DevExplains: 'Intermediaries' in the health market

The health market is often populated with three players: the government, which heads up overall policy direction; and NGOs and private health care providers that deliver health services where they’re lacking or where there’s weak health infrastructure.

In this ecosystem, however, there’s another set of players whose role is less about directly providing health care, and more about ensuring health care services are available, that health care reaches different segments of the population, and that it is provided within a set of quality standards.

Who are these players?

 

The Center for Health Market Innovations, a platform providing information and analysis on innovative health programs and policies across the globe for the benefit of different actors such as implementers, funders and researchers, identified these players in a recent report as ‘intermediaries’ or those organizations that, in a nutshell, build and manage relationships between government, health care providers, vendors and patients to create better coordination, savings and continued access to care for the population.

How do they operate?

 

Intermediaries currently operating in the health market space are composed of nonprofits and for-profit organizations, and they operate differently depending on the problem they are facing in a given context.
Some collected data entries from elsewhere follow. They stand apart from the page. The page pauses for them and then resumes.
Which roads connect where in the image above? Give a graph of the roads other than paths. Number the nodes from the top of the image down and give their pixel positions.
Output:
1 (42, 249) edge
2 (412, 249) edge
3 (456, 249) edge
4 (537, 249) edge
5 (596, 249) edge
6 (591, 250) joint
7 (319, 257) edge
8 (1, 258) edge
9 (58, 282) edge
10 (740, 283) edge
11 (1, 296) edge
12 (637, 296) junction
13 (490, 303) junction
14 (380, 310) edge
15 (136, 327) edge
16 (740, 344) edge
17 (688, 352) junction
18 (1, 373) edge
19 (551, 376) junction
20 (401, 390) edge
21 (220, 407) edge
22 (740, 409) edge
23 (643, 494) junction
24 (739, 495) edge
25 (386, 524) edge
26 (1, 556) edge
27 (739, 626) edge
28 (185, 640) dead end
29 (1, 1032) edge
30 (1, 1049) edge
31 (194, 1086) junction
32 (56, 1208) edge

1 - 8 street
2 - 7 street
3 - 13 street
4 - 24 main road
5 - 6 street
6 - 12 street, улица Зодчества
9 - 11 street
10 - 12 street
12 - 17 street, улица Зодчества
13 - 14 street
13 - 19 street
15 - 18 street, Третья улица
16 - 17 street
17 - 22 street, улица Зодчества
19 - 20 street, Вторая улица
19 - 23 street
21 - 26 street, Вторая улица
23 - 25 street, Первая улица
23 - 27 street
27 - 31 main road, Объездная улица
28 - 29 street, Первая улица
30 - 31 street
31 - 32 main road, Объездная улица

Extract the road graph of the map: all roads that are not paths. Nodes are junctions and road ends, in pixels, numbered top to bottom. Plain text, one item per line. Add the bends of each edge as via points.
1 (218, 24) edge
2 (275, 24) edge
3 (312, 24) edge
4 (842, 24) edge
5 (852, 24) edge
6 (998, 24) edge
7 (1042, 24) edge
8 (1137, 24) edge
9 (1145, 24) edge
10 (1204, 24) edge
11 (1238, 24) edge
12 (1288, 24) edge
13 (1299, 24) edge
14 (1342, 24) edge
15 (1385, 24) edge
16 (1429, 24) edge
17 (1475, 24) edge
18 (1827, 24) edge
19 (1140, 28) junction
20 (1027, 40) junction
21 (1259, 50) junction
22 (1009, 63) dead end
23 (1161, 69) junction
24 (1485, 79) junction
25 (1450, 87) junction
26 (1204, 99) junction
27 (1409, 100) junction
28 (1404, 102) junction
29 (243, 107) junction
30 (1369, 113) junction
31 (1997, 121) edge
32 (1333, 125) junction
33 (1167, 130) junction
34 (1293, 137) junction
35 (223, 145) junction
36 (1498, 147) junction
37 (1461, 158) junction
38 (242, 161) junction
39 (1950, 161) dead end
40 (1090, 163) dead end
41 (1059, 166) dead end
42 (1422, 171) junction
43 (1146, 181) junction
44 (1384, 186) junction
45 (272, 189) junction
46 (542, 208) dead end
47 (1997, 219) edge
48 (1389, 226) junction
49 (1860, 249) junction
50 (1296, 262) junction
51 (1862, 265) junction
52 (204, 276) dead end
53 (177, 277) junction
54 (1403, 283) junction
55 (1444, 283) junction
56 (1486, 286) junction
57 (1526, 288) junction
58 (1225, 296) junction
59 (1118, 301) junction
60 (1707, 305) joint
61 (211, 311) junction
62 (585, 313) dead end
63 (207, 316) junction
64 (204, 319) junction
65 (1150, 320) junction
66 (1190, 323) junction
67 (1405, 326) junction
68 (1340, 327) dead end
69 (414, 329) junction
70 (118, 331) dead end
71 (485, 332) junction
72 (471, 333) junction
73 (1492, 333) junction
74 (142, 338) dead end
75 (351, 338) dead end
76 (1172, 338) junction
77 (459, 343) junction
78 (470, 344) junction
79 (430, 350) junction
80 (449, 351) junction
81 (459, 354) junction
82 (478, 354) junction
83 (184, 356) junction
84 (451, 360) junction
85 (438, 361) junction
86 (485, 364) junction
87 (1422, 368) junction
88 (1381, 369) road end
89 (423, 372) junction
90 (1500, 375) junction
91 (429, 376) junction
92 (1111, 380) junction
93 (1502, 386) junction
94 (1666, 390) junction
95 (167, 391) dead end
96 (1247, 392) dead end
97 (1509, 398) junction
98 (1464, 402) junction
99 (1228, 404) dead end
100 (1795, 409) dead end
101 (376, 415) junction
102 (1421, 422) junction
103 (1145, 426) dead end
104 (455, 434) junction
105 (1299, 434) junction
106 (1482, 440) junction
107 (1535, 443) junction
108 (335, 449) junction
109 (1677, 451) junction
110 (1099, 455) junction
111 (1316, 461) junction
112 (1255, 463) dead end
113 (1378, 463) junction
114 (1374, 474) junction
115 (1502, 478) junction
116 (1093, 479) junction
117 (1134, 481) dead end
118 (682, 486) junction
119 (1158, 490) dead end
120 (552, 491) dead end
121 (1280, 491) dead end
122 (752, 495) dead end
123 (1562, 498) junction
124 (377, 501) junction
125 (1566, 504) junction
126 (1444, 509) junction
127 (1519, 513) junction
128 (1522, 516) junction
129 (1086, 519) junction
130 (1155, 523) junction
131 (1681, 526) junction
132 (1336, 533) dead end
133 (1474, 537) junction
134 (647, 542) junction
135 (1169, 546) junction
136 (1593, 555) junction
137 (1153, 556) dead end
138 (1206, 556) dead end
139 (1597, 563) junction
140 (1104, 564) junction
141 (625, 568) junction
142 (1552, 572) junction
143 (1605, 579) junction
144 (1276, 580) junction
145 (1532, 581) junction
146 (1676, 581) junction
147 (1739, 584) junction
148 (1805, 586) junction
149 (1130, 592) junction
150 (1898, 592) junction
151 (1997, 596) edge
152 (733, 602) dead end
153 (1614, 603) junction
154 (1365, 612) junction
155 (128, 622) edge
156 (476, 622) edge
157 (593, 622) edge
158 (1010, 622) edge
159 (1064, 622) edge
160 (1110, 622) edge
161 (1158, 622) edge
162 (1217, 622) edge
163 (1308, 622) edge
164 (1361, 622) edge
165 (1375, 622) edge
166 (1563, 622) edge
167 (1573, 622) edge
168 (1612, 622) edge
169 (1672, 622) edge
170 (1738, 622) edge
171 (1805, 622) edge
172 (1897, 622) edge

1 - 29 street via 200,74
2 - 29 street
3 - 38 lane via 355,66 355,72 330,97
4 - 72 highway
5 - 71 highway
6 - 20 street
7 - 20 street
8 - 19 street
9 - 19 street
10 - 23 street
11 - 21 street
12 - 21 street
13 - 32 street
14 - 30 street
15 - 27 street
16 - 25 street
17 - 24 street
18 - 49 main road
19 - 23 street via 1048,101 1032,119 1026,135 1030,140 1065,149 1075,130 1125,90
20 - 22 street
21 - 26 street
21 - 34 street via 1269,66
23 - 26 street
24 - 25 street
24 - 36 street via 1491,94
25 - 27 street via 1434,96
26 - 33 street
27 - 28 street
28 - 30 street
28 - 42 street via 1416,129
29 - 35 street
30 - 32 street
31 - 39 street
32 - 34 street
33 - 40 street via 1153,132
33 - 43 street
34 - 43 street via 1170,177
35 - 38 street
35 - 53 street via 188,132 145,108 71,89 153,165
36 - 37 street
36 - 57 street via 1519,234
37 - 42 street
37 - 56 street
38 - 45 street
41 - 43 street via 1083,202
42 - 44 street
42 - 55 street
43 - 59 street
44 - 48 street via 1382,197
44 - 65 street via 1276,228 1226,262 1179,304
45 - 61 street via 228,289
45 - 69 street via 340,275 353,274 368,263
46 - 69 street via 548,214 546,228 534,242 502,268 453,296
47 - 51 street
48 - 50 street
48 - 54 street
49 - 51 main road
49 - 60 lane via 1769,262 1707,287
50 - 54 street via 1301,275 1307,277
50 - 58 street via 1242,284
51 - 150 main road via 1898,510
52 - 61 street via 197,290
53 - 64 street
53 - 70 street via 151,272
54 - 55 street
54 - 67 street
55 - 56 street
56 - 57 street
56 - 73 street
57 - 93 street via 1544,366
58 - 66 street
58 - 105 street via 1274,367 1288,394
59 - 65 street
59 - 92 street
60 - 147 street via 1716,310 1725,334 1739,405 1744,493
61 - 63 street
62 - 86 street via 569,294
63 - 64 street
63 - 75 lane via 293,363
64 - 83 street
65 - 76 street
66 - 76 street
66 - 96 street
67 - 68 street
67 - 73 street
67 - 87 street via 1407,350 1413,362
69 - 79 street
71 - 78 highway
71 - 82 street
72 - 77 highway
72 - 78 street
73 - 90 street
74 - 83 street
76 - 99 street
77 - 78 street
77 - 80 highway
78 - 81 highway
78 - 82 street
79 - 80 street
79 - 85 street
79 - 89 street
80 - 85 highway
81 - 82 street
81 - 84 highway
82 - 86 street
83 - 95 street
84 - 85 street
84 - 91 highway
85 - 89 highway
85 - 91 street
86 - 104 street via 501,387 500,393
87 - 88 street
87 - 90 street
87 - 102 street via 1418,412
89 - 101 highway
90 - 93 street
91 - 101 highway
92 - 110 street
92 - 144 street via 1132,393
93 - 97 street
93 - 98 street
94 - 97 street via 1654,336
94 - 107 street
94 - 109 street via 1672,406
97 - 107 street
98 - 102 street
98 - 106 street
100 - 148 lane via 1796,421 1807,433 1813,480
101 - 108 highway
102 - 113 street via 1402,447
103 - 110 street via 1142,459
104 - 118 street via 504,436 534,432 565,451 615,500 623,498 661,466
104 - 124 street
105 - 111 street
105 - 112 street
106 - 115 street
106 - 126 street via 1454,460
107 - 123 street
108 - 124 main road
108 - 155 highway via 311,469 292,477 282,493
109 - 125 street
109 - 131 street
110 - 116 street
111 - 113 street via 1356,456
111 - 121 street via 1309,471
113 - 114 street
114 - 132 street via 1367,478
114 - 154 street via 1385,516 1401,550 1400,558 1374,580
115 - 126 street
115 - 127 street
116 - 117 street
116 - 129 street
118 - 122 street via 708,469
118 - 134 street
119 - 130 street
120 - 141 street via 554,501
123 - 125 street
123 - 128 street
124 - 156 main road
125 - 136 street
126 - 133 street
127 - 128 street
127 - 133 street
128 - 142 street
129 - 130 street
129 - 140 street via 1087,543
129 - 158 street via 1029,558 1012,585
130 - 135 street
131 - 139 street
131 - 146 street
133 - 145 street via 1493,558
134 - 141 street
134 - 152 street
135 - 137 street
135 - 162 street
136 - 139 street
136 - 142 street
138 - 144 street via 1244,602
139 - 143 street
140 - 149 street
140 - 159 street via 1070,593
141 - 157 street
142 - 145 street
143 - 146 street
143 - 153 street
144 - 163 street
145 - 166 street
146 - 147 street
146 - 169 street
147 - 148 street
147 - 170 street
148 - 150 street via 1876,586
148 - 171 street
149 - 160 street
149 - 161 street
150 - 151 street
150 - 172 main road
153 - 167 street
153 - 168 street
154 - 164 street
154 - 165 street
Some examples according to the CHMI report include the Christian Health Association of Malawi, which consists of 180 health facilities across the country. The association helps the government tap into its network of small-scale health care providers through a single service contract. This eases the burden on the part of the government in entering in multiple individual contracts with a huge number of primary care clinics, while finding a way to provide health services to a wider set of the population without having to build its own public health facility or infrastructure.